Similar to our handmade float implementation, hardware floats use one bit for sign and a variable number of bits for exponent and mantissa. For example, the standard 32-bit float encoding uses the first (highest) bit for sign, the next 8 bits for exponent, and the 23 remaining bits for mantissa.

One of the reasons why they are stored in this exact order is so that it would be easier to compare and sort them: if you flip the sign bit, you can simply use the same comparator circuit as for unsigned integers.

IEEE 754 and a few consequent standards define not one, but several representations that differ in sizes, most notably:

Type Sign Exponent Mantissa Total bits Approx. decimal digits
single 1 8 23 32 ~7.2
double 1 11 52 64 ~15.9
half 1 5 10 16 ~3.3
extended 1 15 64 80 ~19.2
quadruple 1 15 112 128 ~34.0
bfloat16 1 8 7 16 ~2.3

Their availability ranges from chip to chip:

• Most CPUs support single- and double-precision — which is what float and double types refer to in C.
• Extended formats are exclusive to x86, and are available in C as the long double type, which falls back to double precision on arm. The choice of 64 bits for mantissa is so that every long long integer can be represented exactly. There is also a 40-bit format that similarly allocates 32 mantissa bits.
• Quadruple as well as the 256-bit “octuple” formats are only used for specific scientific computations and are not supported by general-purpose hardware.
• Half-precision arithmetic only supports a small subset of operations, and is generally used for machine learning applications, especially neural networks, because they tend to do a large amount of calculation, but don’t require a high level of precision.
• Half-precision is being gradually replaced by bfloat, which trades off 3 mantissa bits to have the same range as single-precision, enabling interoperability with it. It is mostly being adopted by specialized hardware: TPUs, FGPAs and GPUs. The name stands for “Brain float”.

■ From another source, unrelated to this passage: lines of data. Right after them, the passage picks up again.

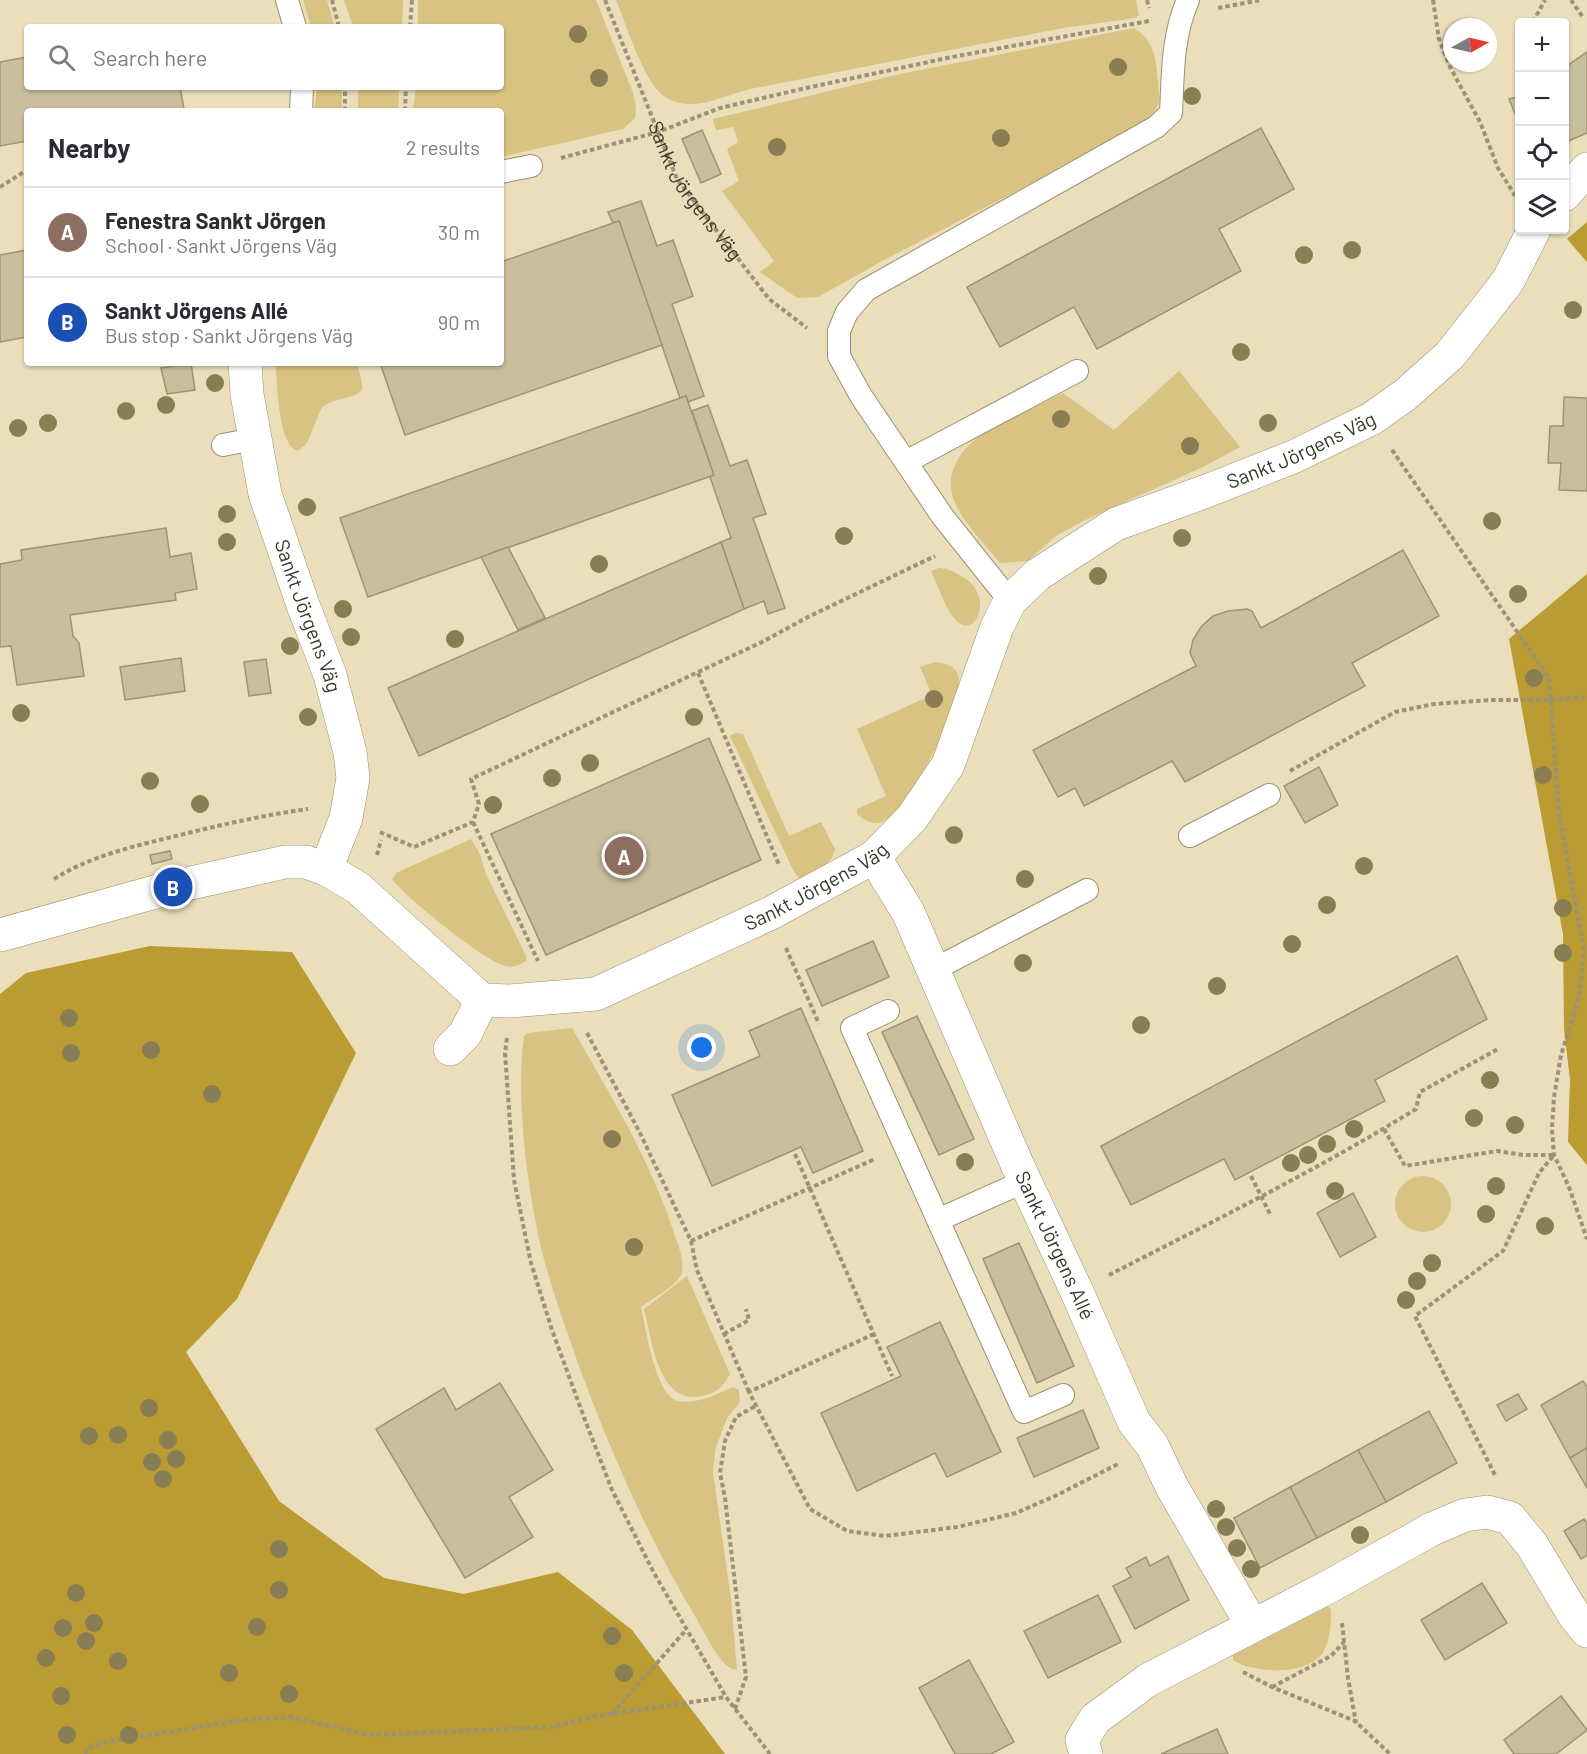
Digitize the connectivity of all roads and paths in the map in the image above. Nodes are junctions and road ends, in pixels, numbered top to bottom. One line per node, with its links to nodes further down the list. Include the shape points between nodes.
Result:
1 (287, 0): 12 (lane)
2 (332, 0): 13 (path)
3 (412, 0): 14 (path)
4 (605, 0): 21 (path, Sankt Jörgens Väg)
5 (1261, 0): 9 (path)
6 (1433, 0): 28 (path, via 1439,39 1450,67)
7 (1545, 0): 11 (path)
8 (1570, 0): 10 (path)
9 (1184, 8): 21 (path, via 720,108); 30 (lane, via 1174,44 1171,113 1156,127 866,290 847,312)
10 (1582, 16)
11 (1535, 18)
12 (294, 24)
13 (338, 24)
14 (410, 24)
15 (302, 90): 18 (lane)
16 (345, 90): 19 (path)
17 (406, 90): 20 (path)
18 (301, 108)
19 (345, 108)
20 (405, 108)
21 (658, 132): 22 (path); 30 (path, Sankt Jörgens Väg, via 677,179 769,299 808,329)
22 (531, 166): 24 (lane)
23 (1587, 169): 27 (street)
24 (504, 171)
25 (24, 172): 26 (path)
26 (0, 187)
27 (1569, 189)
28 (1515, 196)
29 (1532, 234): 33 (street, Sankt Jörgens Väg, via 1508,281 1450,355)
30 (839, 331): 36 (lane, via 839,356)
31 (245, 366): 34 (street, Sankt Jörgens Väg)
32 (1077, 371): 36 (lane)
33 (1371, 419): 38 (street, Sankt Jörgens Väg, via 1293,457 1116,524 1037,575); 41 (path, via 1549,678)
34 (254, 439): 35 (lane); 47 (street, Sankt Jörgens Väg, via 265,494 330,675 350,752 353,778 346,818)
35 (223, 445)
36 (906, 462): 37 (lane)
37 (959, 537): 38 (lane); 39 (path, via 936,556)
38 (1010, 601): 46 (street, Sankt Jörgens Väg, via 948,765 912,818)
39 (698, 673): 43 (path, via 471,778 479,804); 49 (path)
40 (1587, 697): 41 (path)
41 (1551, 700): 42 (path, via 1434,704 1395,712 1277,779); 63 (path, via 1559,813 1584,950 1579,999 1561,1055 1556,1086)
42 (1269, 795): 45 (lane)
43 (473, 822): 44 (path, via 414,847); 53 (path)
44 (383, 833)
45 (1190, 836)
46 (874, 857): 49 (street, Sankt Jörgens Väg); 52 (street, Sankt Jörgens Allé, via 908,912)
47 (326, 869): 50 (street, via 296,862 245,870); 54 (street, via 358,888)
48 (1087, 890): 52 (lane)
49 (794, 901): 54 (street, Sankt Jörgens Väg, via 596,994)
50 (0, 935)
51 (784, 944): 57 (path)
52 (933, 970): 66 (street, Sankt Jörgens Allé)
53 (543, 971)
54 (482, 1000): 59 (street, via 465,1034)
55 (888, 1011): 70 (lane, via 852,1028)
56 (584, 1026): 72 (path)
57 (821, 1027)
58 (507, 1030): 85 (path, via 505,1053 514,1180 531,1263 612,1490)
59 (450, 1049)
60 (1498, 1049): 61 (path, via 1420,1092 1416,1109)
61 (1384, 1129): 63 (path, via 1405,1166 1497,1151); 68 (path)
62 (795, 1154): 67 (path)
63 (1554, 1155): 71 (path); 82 (path, via 1539,1173 1503,1251 1415,1316 1493,1469)
64 (877, 1158): 67 (path)
65 (1251, 1176): 68 (path)
66 (1025, 1181): 70 (lane); 81 (street, Sankt Jörgens Allé, via 1134,1422)
67 (810, 1188): 72 (path); 76 (path)
68 (1262, 1196): 69 (path); 73 (path)
69 (1271, 1216)
70 (938, 1220): 79 (lane, via 1024,1412)
71 (1587, 1239)
72 (691, 1241): 75 (path, via 697,1270)
73 (1109, 1276)
74 (746, 1309): 75 (path, via 749,1320)
75 (724, 1334): 78 (path)
76 (874, 1334): 77 (path); 78 (path)
77 (892, 1376)
78 (748, 1392): 80 (path)
79 (1064, 1395)
80 (754, 1406): 81 (path, via 810,1509 847,1531 885,1536 957,1527 1016,1514); 91 (path, via 736,1417 725,1441 720,1473 746,1677)
81 (1152, 1445): 84 (street, Sankt Jörgens Allé)
82 (1510, 1518): 83 (street, via 1487,1512 1465,1515); 86 (street)
83 (1330, 1586): 84 (street); 87 (path, via 1339,1602)
84 (1251, 1625): 88 (street)
85 (686, 1630): 90 (path); 92 (path)
86 (1587, 1631)
87 (1344, 1641): 89 (path, via 1331,1656); 93 (path)
88 (1202, 1651): 89 (path); 96 (street, via 1148,1680 1095,1719 1082,1740)
89 (1272, 1687): 93 (path)
90 (726, 1697): 91 (path); 92 (path)
91 (735, 1709): 95 (path)
92 (612, 1714): 94 (path, via 551,1728 370,1735 290,1717 242,1720 106,1742 88,1748)
93 (1356, 1723): 97 (path)
94 (85, 1754)
95 (770, 1754)
96 (1086, 1754)
97 (1390, 1754)

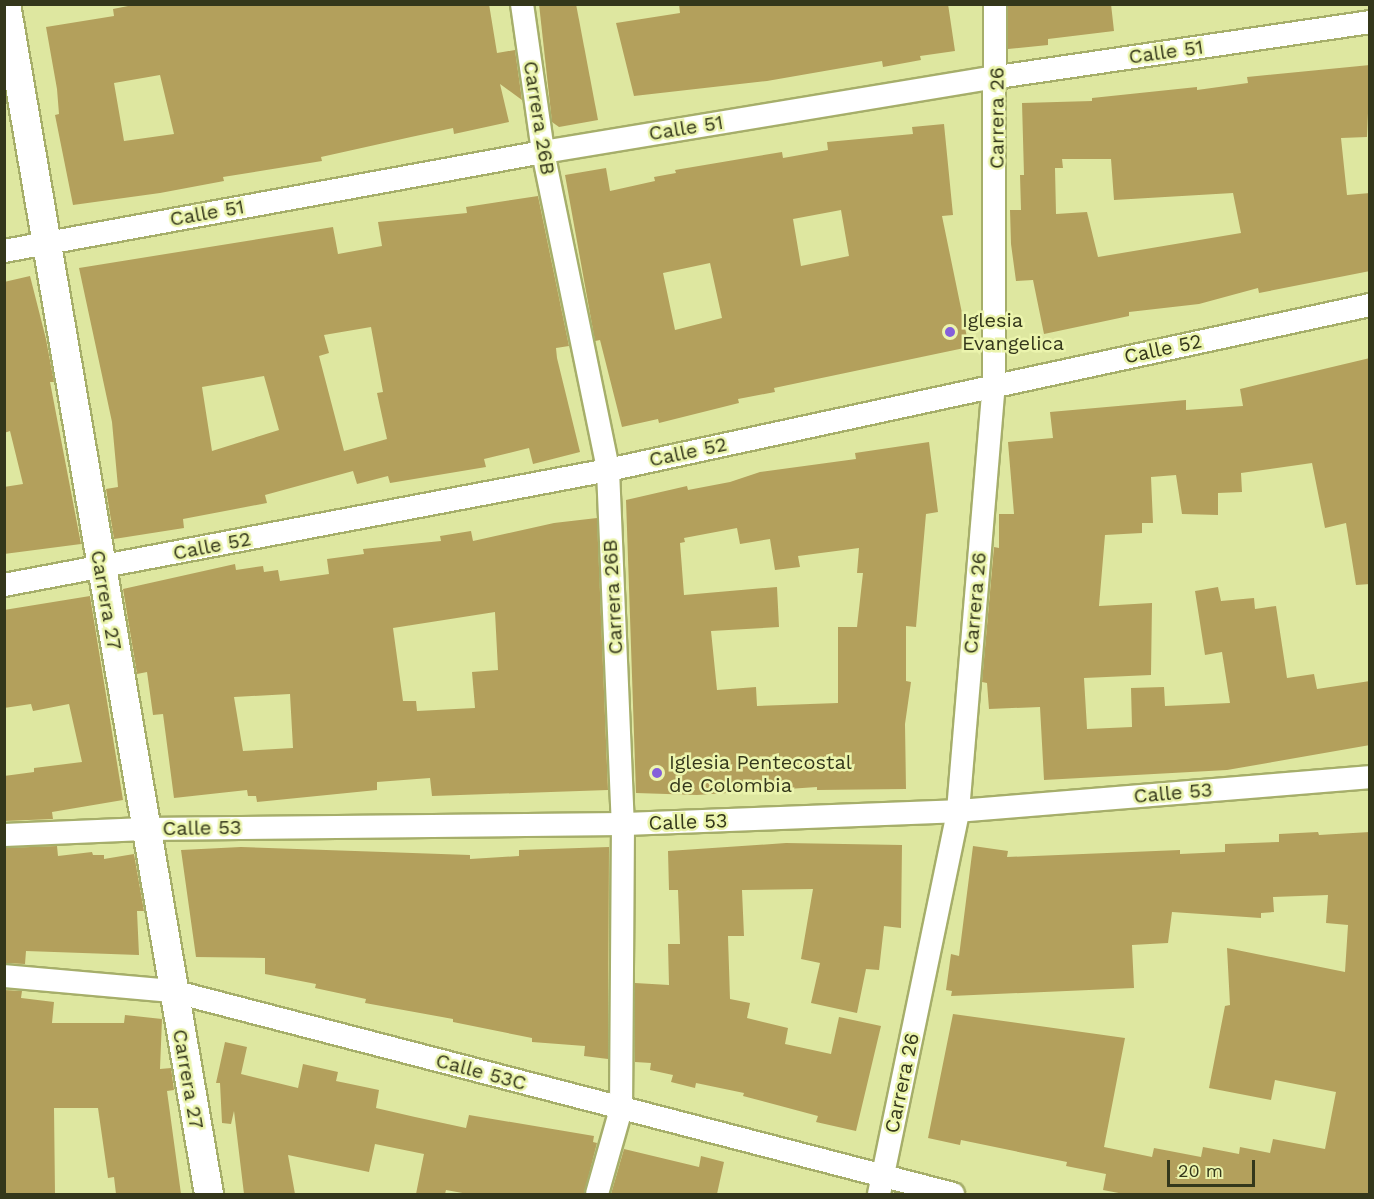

Lower precision types need less memory bandwidth to move them around and usually take less cycles to operate on (e. g. the division instruction may take $x$, $y$, or $z$ cycles depending on the type), which is why they are preferred when error tolerance allows it.

Deep learning, emerging as a very popular and computationally-intensive field, created a huge demand for low-precision matrix multiplication, which led to manufacturers developing separate hardware or at least adding specialized instructions that support these types of computations — most notably, Google developing a custom chip called TPU (tensor processing unit) that specializes on multiplying 128-by-128 bfloat matrices, and NVIDIA adding “tensor cores”, capable of performing 4-by-4 matrix multiplication in one go, to all their newer GPUs.

Apart from their sizes, most of behavior is exactly the same between all floating-point types, which we will now clarify.

## Handling Corner Cases

The default way integer arithmetic deals with corner cases such as division by zero is to crash.